Cruising cop cars shadow his trail like a lingering spray of dust from a decrepit sputtering fan. His sullen entourage glimpse their iridescent car lights in the near distance and murmur in mutual recognition. Wherever his footsteps tread across the vast globe there inexplicably follows a stream of civil disobedience and violence; desecration has been in his wake as long as he’s lived, as if fate were clutching his coat tails with the vigour of a junky to his needle, or a preacher to his faith, an artist to his muse, or a lover to his woman, a mother to her infant child, or an aging genius to his intellect. Constructed like a towering monolith in his soul lies the vast demonic sculpture of his ego, littered with savage wisdom and beautiful lies. Could it be the eyes of destiny were permanently fixed upon him, in a ceaseless stare designed to unnerve his disjointed spirit? Riddled with fatal nostalgia his tired mind harkens back to the lost innocence of his fairy-tale childhood, days spent immersed in fantasy and make-believe, wandering ancient woodlands in search of some rural paradise sheltered from the searing lights of reality, accompanied by the pixies of his imagination and the scars of his trauma. Left now with the joyless status of martyr, he inwardly weeps, deep within his dilapidated psyche where no psychiatrist dare venture.

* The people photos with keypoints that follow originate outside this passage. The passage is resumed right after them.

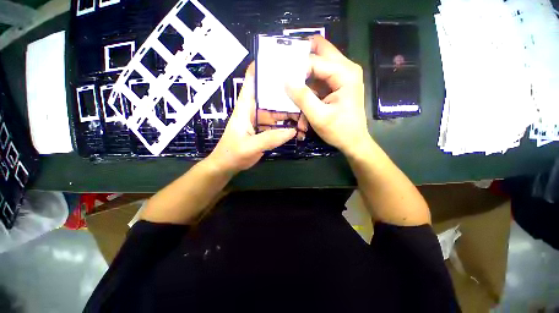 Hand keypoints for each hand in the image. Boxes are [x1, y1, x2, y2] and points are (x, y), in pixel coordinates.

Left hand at [207, 63, 296, 174]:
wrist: (227, 166)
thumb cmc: (232, 153)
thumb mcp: (249, 146)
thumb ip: (269, 139)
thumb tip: (292, 131)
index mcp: (245, 108)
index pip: (251, 82)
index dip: (261, 68)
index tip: (278, 60)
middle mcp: (254, 110)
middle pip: (270, 95)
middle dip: (284, 91)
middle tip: (303, 87)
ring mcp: (260, 121)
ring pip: (277, 111)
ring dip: (289, 111)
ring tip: (305, 109)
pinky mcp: (265, 130)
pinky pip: (278, 124)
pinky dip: (287, 124)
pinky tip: (298, 126)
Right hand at [286, 35, 368, 155]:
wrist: (353, 142)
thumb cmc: (339, 131)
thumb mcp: (319, 116)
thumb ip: (302, 97)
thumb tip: (286, 80)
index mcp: (345, 74)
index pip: (315, 61)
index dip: (296, 69)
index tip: (281, 78)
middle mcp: (346, 69)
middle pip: (320, 52)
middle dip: (301, 60)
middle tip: (285, 70)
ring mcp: (342, 76)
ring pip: (318, 65)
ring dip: (304, 78)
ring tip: (292, 91)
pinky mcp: (337, 85)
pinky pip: (319, 79)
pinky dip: (309, 89)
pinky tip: (302, 103) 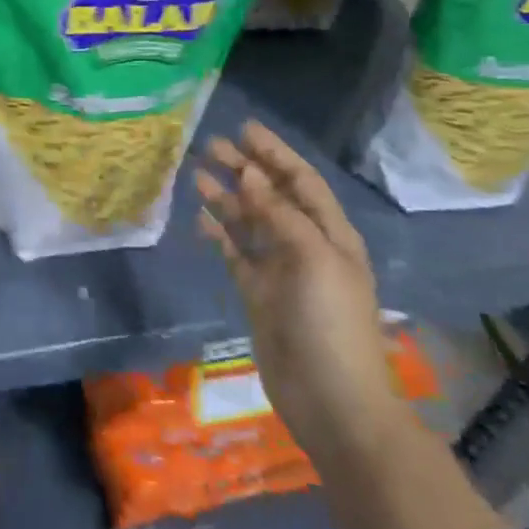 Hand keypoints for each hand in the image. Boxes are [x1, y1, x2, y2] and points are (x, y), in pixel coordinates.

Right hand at [195, 122, 403, 462]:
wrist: (331, 399)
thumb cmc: (330, 322)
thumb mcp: (312, 258)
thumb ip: (279, 214)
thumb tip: (251, 173)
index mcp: (331, 234)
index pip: (301, 181)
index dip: (275, 153)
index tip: (245, 129)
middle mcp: (305, 245)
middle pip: (272, 196)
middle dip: (245, 169)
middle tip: (210, 146)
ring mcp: (280, 270)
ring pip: (249, 222)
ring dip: (227, 197)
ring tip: (197, 175)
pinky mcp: (257, 293)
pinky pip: (235, 253)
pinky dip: (219, 234)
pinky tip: (200, 219) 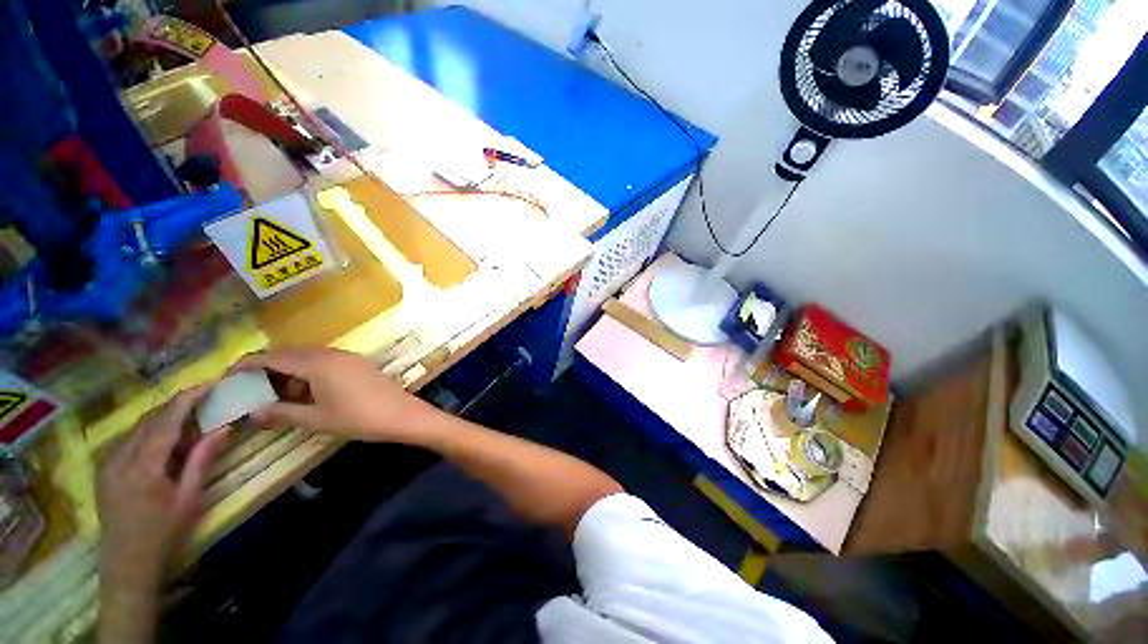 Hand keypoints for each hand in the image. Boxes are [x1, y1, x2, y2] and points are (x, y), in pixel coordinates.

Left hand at [96, 385, 230, 594]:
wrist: (127, 565)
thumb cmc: (165, 533)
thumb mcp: (190, 498)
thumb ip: (202, 460)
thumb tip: (224, 427)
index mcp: (144, 466)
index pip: (166, 420)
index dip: (188, 399)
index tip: (210, 384)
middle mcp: (120, 458)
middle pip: (149, 420)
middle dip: (176, 406)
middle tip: (204, 400)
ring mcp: (107, 463)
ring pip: (136, 427)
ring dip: (162, 418)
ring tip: (187, 419)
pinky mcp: (103, 470)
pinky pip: (126, 439)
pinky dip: (147, 431)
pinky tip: (161, 440)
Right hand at [231, 348, 435, 442]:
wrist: (402, 414)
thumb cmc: (358, 418)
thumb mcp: (315, 419)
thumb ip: (282, 413)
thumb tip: (253, 412)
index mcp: (317, 363)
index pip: (274, 357)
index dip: (248, 364)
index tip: (228, 375)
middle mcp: (332, 353)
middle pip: (291, 353)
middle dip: (268, 368)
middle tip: (251, 388)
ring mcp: (348, 356)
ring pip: (309, 357)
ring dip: (290, 370)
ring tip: (278, 394)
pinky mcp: (359, 363)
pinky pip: (326, 361)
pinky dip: (310, 372)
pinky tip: (307, 391) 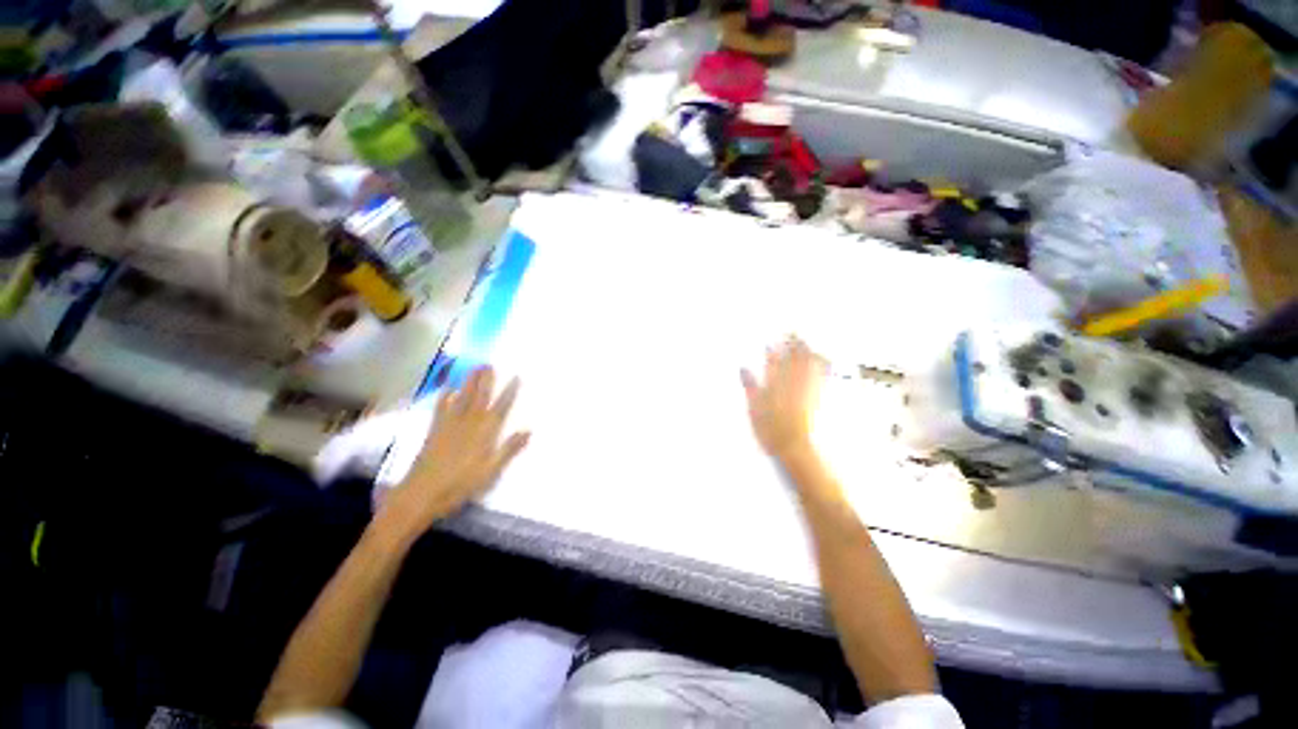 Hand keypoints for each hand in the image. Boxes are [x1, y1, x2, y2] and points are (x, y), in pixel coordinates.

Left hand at [377, 367, 529, 541]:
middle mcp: (469, 424)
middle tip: (490, 363)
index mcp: (485, 433)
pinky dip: (445, 397)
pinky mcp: (435, 430)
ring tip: (474, 368)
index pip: (501, 408)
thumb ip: (509, 449)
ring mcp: (450, 425)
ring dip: (469, 382)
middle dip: (486, 380)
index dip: (509, 392)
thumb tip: (528, 430)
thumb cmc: (461, 485)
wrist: (421, 494)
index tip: (516, 376)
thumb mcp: (491, 471)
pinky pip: (441, 409)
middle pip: (480, 397)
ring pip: (463, 398)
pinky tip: (448, 389)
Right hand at [741, 337, 823, 461]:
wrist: (794, 446)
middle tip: (793, 332)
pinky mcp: (816, 398)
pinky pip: (819, 377)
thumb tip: (744, 368)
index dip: (773, 352)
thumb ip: (750, 386)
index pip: (772, 364)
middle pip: (792, 360)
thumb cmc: (769, 429)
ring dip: (806, 351)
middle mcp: (790, 383)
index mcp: (772, 385)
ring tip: (805, 340)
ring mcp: (804, 390)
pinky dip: (820, 366)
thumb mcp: (753, 408)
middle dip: (792, 345)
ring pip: (806, 365)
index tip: (772, 341)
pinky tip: (822, 360)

With visionary clarity he once beheld the slender naked body of mother earth, her form at once alien and mystical, mesmerising, and he knew not what axioms, what dictums, what aphorisms, what sacred proverbs he could ingest from her, wanting desperately to devour her, to feast upon all she offered with her tantalisingly outstretched hand, praying she would regurgitate her experience unto him, so that he could step inside her mind and peer out of her wide eyes. Alas, it was but a mirage, the devil shapeshifting to his insidious delight, luring lost souls into the evil chasm, the barbaric crucible of his disciple-hood, to touch their spirit with wickedness and henceforth curse them to a life of unknowing, corrupt, hedonistic, unorthodox debauchery. Who could blame that strange young child for falling ill of Satan’s sinister trap?